Chloe, deitada no sofá com Lara sentada ao seu lado, de repente quebrou o silêncio.
— Lara... — Ela começou, a voz fraca, mas carregada de emoção. — Eu preciso te pedir desculpas. Por tudo. Por ter feito você acobertar a minha mentira por tanto tempo. Eu te arrastei para tudo isso.
Lara apertou a mão de Chloe, inclinando-se para beijar sua testa.
— Shhh... Chloe. Eu queria. Eu escolhi estar lá, ao seu lado. Eu queria te proteger, te ajudar. Eu não estou magoada, meu amor. Eu nunca estive. O que eu senti por você, o que eu sinto agora, é muito maior do que qualquer mentira que precisou ser contada. Eu entendo seus motivos. E não estou nem um pouco magoada pelo fato de você ter usado o namoro para distrair os seus pais da doença. Foi uma forma que você encontrou para lidar com a dor e com o medo.
Chloe olhou para ela, os olhos marejados de gratidão.
— Você é incrível, Lara. Eu te amo
— Eu te amo, meu amor. Estou aqui e não vou a lugar nenhum. — Lara sussurrou, acariciando o rosto de Chloe. — Nós passamos por essa tempestade juntas. E agora, as coisas serão diferentes. Serão reais. Serão sobre nós. E sobre você se curar.

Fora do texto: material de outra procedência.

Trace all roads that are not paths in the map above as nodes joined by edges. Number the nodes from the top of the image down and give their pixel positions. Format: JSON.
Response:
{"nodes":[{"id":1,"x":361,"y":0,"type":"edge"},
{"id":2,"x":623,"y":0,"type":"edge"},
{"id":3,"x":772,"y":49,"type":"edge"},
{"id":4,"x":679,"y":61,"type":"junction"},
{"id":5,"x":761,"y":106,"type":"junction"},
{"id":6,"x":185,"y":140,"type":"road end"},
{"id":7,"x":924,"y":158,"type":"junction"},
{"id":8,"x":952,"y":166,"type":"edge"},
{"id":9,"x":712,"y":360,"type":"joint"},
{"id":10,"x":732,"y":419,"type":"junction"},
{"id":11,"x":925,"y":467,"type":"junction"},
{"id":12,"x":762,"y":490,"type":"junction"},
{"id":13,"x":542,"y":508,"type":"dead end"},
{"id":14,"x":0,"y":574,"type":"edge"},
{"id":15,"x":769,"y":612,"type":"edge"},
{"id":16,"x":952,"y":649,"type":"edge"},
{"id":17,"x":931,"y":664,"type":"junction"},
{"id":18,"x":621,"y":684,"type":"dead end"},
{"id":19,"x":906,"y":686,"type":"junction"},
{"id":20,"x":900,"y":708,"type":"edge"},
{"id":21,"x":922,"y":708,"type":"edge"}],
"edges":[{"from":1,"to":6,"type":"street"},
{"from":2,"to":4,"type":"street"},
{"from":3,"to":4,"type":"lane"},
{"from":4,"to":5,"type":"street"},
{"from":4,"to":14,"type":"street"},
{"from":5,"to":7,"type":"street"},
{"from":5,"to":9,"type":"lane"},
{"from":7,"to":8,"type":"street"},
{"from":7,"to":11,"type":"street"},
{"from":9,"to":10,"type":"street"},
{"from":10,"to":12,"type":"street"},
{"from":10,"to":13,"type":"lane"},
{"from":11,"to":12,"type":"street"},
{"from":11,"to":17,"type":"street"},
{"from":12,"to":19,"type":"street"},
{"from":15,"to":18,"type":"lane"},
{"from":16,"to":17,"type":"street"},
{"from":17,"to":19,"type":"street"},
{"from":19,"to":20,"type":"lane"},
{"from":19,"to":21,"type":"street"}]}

Chloe se aninhou no abraço de Lara, sentindo o calor reconfortante e o amor incondicional que a envolvia. Pela primeira vez em muito tempo, ela se sentiu verdadeiramente segura, não apenas fisicamente, mas emocionalmente. A luz suave da tarde entrava pela janela, iluminando o quarto, enquanto elas se mantinham abraçadas, sentindo que, finalmente, a vida começava a dar a elas um novo, e real, começo.